ACTION ITEM — The required result is each line of the entries below containing the string "solid".

[[ DATA SUPPLIED, beginning ]]

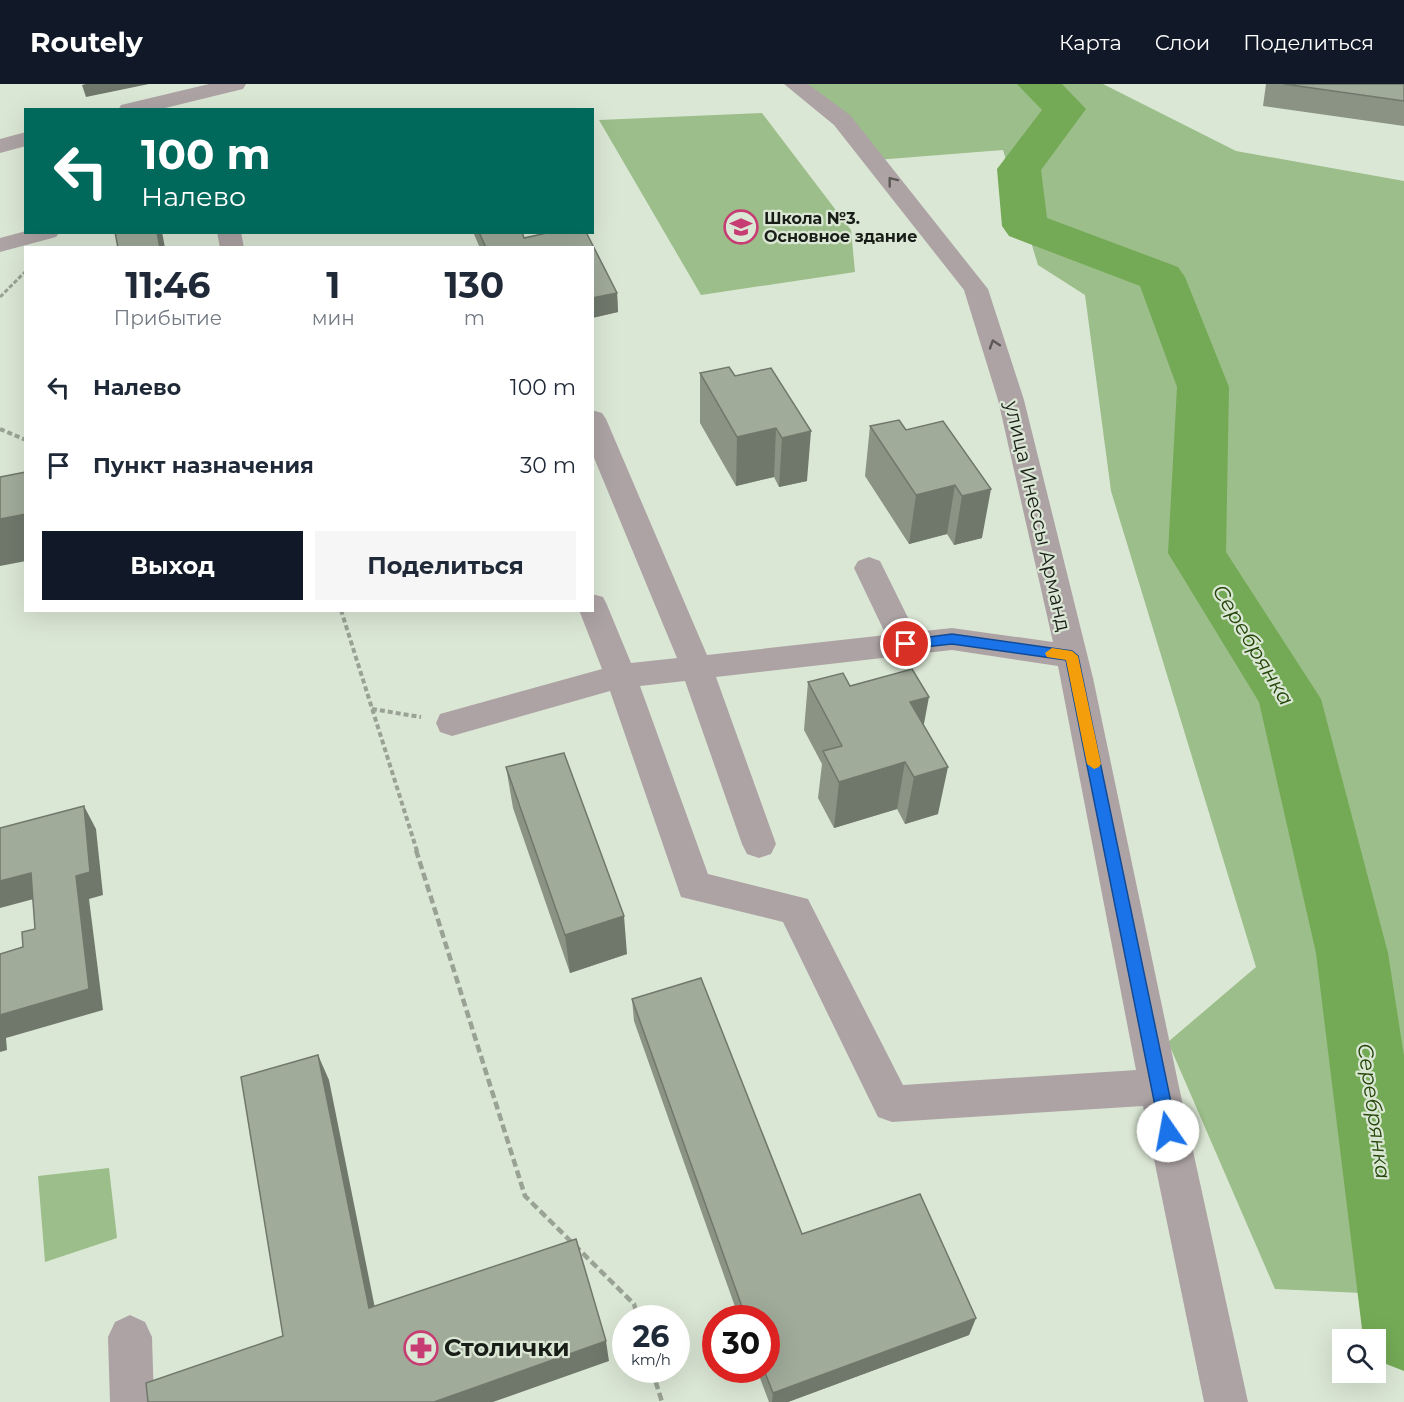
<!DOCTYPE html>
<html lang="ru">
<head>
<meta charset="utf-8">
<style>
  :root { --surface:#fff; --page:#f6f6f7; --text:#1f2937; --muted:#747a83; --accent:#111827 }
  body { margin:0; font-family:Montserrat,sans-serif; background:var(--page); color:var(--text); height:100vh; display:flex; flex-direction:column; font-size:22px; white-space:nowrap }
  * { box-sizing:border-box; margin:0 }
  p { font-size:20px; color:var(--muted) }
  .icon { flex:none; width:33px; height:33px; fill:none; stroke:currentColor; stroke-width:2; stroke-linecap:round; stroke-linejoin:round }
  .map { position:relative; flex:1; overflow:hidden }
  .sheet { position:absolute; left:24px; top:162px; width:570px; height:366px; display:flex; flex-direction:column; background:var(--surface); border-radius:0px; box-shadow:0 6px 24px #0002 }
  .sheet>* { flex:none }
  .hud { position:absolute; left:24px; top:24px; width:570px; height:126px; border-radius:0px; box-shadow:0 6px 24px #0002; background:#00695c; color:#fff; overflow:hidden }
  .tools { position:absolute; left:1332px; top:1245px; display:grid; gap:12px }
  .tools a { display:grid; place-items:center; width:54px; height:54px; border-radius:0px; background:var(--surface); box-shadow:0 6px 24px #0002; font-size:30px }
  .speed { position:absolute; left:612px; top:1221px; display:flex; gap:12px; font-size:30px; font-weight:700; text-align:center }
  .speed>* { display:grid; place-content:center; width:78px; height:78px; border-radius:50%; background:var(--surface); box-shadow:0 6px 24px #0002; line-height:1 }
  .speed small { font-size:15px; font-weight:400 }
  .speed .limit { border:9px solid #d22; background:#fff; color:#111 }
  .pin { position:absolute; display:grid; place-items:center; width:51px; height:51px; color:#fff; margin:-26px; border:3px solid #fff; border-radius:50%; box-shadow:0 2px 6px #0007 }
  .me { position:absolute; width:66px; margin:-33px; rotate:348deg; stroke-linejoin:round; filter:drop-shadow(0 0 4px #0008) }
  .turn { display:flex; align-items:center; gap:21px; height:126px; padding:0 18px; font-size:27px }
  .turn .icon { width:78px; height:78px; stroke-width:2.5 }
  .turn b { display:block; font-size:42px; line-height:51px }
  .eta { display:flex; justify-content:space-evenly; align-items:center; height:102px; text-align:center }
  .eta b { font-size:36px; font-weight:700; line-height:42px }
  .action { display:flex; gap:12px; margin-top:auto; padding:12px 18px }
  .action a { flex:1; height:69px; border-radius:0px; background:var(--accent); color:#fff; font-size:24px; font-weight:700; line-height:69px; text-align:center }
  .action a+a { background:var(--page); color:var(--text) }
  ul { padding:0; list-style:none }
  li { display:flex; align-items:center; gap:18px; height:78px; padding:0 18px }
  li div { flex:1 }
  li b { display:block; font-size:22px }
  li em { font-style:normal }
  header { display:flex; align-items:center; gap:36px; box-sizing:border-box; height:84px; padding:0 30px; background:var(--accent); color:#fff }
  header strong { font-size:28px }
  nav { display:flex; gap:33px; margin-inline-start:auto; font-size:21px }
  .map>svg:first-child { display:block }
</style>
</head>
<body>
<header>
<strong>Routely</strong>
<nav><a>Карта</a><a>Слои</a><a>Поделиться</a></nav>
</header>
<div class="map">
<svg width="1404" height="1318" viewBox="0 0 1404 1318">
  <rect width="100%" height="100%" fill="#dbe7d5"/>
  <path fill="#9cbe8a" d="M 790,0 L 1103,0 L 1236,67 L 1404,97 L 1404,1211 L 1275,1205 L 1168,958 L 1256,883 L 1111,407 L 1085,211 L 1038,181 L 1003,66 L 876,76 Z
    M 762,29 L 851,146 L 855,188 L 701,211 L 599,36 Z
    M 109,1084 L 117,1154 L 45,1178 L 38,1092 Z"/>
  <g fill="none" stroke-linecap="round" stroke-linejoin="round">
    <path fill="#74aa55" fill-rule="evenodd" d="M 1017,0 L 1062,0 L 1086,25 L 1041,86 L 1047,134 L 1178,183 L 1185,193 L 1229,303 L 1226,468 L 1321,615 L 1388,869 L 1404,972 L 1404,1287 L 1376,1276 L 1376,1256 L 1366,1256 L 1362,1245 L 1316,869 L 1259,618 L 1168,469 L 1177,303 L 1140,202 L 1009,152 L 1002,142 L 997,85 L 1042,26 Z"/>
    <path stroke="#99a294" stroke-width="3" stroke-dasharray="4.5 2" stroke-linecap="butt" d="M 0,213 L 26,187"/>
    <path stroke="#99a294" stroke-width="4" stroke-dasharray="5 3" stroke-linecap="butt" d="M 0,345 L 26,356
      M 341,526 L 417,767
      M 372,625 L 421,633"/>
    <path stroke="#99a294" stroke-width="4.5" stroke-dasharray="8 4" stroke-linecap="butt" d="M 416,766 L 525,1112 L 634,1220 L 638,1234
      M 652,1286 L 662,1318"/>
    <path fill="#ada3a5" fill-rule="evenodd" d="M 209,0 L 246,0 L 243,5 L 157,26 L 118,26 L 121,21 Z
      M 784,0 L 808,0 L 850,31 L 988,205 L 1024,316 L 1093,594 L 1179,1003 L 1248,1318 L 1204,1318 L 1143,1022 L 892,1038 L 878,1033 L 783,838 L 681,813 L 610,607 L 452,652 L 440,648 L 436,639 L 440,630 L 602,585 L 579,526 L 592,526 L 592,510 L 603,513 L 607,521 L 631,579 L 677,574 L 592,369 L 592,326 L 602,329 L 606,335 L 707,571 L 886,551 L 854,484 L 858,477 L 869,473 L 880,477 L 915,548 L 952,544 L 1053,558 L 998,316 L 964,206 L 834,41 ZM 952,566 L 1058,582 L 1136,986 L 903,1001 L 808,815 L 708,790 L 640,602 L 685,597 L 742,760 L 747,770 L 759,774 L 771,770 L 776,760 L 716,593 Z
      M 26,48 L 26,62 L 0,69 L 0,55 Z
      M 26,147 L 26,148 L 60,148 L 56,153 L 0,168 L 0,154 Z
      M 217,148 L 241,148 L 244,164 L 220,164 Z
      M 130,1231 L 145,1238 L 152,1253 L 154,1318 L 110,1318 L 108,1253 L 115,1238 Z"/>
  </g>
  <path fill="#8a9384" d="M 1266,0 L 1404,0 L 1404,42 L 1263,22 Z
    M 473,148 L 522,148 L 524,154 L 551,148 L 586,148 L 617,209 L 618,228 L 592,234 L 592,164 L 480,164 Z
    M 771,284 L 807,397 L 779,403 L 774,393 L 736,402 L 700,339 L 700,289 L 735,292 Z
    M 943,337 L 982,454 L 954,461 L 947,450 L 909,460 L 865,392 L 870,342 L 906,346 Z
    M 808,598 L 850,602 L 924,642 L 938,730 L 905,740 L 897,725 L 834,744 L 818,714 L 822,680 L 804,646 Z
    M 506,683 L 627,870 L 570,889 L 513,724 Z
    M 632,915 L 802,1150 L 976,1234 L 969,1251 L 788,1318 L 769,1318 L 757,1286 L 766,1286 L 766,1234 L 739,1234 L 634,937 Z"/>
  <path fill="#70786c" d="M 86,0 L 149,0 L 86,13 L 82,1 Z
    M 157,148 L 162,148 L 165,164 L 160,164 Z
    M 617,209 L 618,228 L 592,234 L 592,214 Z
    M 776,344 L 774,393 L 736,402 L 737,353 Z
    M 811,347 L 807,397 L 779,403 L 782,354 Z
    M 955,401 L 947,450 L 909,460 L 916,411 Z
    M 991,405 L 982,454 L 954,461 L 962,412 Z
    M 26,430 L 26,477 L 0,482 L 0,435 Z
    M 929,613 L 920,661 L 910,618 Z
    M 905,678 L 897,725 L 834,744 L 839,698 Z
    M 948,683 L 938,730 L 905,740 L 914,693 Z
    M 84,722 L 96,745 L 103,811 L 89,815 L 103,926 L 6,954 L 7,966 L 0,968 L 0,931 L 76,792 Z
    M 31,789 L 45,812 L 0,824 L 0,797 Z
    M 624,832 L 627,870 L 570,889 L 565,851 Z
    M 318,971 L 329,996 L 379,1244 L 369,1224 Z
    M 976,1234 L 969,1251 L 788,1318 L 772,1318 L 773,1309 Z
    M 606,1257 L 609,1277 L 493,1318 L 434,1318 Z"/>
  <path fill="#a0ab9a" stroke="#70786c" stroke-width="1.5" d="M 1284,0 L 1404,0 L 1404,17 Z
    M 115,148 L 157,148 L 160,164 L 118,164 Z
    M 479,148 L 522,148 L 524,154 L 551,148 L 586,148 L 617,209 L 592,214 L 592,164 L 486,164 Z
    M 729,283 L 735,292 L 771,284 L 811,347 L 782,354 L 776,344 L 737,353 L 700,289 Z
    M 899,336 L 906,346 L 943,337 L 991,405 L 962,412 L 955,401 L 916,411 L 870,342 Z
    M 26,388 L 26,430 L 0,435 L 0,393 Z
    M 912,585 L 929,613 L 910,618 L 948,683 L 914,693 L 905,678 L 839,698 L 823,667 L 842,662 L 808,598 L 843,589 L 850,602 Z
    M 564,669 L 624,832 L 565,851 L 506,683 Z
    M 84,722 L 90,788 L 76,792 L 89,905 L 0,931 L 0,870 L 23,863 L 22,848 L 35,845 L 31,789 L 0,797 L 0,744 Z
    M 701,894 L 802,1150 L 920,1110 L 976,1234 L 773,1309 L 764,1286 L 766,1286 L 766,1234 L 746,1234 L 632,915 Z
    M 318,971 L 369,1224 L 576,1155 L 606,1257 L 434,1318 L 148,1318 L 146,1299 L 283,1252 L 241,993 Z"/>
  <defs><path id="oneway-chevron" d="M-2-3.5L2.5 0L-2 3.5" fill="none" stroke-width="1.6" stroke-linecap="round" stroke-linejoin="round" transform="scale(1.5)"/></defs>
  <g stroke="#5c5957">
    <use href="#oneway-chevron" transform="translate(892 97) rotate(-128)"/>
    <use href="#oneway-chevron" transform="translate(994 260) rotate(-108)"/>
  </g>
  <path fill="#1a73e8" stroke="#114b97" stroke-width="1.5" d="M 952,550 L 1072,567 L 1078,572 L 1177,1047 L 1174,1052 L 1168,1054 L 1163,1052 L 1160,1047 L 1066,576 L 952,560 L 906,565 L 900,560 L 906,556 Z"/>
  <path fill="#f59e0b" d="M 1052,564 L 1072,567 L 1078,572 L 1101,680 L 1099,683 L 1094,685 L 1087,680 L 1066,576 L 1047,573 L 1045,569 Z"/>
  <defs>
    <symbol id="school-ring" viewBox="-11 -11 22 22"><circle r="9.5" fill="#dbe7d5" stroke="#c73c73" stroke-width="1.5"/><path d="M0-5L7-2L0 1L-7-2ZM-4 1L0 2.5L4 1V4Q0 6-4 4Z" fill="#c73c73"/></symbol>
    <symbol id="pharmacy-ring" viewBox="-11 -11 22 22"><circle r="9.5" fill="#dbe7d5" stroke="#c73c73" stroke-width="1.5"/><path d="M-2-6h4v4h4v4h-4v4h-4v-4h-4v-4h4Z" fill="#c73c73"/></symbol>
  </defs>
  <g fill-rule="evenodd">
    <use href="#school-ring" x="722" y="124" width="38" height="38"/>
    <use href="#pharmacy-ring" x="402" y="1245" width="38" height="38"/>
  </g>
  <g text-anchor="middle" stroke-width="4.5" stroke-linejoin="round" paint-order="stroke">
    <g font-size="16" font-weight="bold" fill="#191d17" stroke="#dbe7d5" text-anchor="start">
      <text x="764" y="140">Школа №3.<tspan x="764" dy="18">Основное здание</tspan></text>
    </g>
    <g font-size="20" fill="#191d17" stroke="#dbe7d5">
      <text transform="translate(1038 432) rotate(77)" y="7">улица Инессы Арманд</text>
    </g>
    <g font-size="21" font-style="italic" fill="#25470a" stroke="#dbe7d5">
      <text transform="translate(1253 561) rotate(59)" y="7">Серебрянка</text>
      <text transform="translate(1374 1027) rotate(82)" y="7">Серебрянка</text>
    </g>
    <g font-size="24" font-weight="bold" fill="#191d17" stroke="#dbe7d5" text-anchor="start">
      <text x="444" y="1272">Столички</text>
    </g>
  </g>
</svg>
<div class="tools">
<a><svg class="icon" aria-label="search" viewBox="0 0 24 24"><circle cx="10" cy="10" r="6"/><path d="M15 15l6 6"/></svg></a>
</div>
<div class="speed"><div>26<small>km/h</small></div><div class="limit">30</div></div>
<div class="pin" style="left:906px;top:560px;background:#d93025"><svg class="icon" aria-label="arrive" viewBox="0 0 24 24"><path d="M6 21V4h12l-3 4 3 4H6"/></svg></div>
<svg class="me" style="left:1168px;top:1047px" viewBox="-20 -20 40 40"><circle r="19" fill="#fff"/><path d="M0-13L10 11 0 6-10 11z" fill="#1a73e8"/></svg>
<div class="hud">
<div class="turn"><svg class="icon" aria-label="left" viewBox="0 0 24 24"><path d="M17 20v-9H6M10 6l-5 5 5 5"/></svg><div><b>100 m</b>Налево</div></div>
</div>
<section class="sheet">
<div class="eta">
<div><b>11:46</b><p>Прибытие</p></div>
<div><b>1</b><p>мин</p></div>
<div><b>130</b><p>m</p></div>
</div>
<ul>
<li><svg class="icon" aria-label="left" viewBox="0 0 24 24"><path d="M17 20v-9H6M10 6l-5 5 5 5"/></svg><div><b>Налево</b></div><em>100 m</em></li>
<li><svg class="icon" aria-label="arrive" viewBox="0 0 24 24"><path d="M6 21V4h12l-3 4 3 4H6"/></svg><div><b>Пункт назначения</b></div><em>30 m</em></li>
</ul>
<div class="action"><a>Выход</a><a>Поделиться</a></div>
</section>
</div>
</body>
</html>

[[ DATA SUPPLIED, end ]]

FINISHED EXERCISE —
  .speed .limit { border:9px solid #d22; background:#fff; color:#111 }
  .pin { position:absolute; display:grid; place-items:center; width:51px; height:51px; color:#fff; margin:-26px; border:3px solid #fff; border-radius:50%; box-shadow:0 2px 6px #0007 }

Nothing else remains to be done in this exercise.